“It Feels Weird Telling You For Sure”: Ambivalence and Uncertainty about Academic Integrity in International Students’ Self-Reports of Using Paid Academic Support Services


  • Joel Heng Hartse Simon Fraser University




academic integrity, academic literacy, private supplementary tutoring, shadow education, tutoring, international students, English as an additional language, Canadian Symposium on Academic Integrity


This presentation reports on a study that examines some international undergraduate students’ use of  private academic support services (PASS), a growing phenomenon in Canadian higher education in the last decade whose practitioners often advertise to international and/or multilingual students. We situate the use of PASS at the intersection of three constructs: literacy brokering (Curry and Lillis, 2006), contract cheating (Lancaster & Clarke, 2016), and private supplementary tutoring/“shadow education” (Bray, 2008), seeking to understand why some students choose to pay for help with academic work and how they understand the ethics of their choices. 

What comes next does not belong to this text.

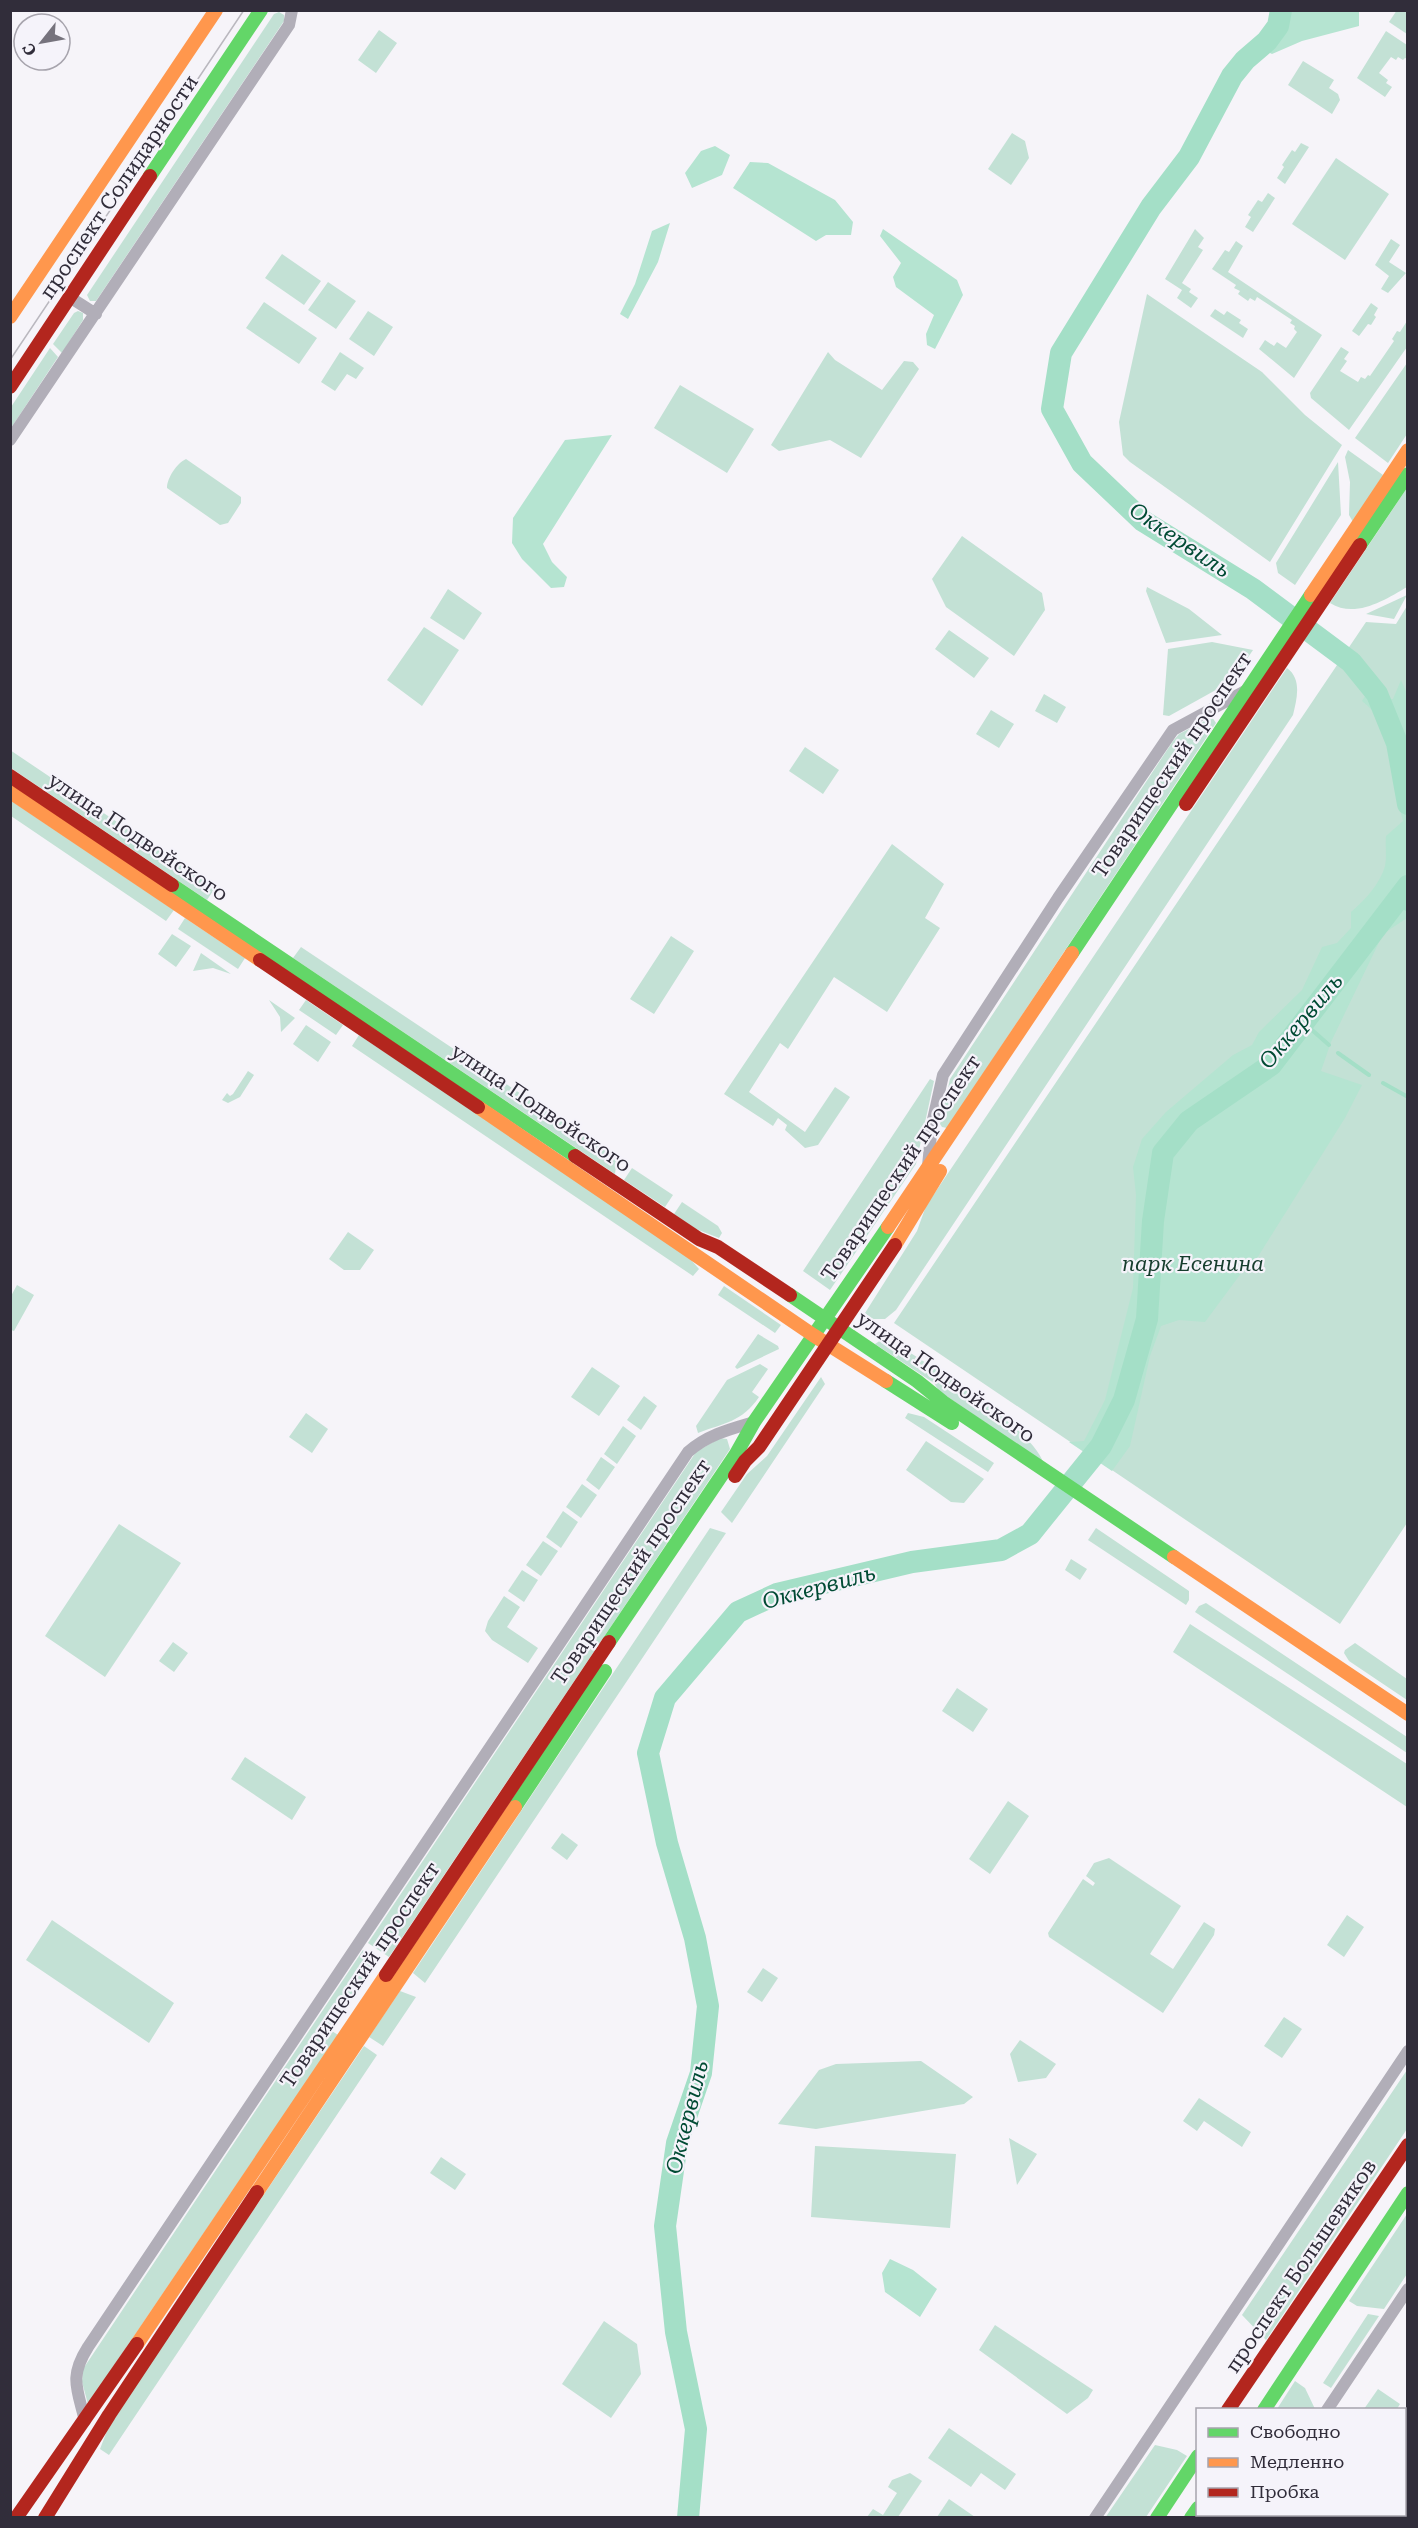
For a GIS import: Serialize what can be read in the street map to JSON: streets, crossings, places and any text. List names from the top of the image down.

Using a survey (n = 898 international student responses, with ⅔ being self-identified as users of English as an additional language) and semi-structured follow-up interviews (n= 23), this presentation addresses the following research questions: 


  • What is the type and nature of PASS that some students use, and why do they seek such services?
  • How do students understand the use of PASS in relation to academic integrity?


Survey results reveal 30% of participants described using some form of PASS, most commonly “homework help” websites or tutoring. Students described a variety of reasons for seeking PASS, often related to their perceived convenience and/or limited access to other forms of in-time support. Interviews revealed ambivalence about the use of PASS; while some reported feeling PASS were helpful in achieving academic goals, some described feeling uneasy or uncertain about their ethical acceptability or usefulness. We conclude with policy and pedagogical implications for this growing grey area of para-academic support.

Author Biography

Joel Heng Hartse, Simon Fraser University

Dr. Joel Heng Hartse is a Senior Lecturer in the Faculty of Education at Simon Fraser University, where he teaches academic literacy and TESOL courses. His work has appeared in journals including the Journal of Second Language Writing, Asian Englishes, Composition Studies, Across the Disciplines, and English Today. His books include TL;DR: A Very Brief Guide to Reading and Writing in University (On Campus Books, UBC Press, 2023) and Perspectives on Teaching English at Colleges and Universities in China (coauthored with Jiang Dong; TESOL Press, 2015).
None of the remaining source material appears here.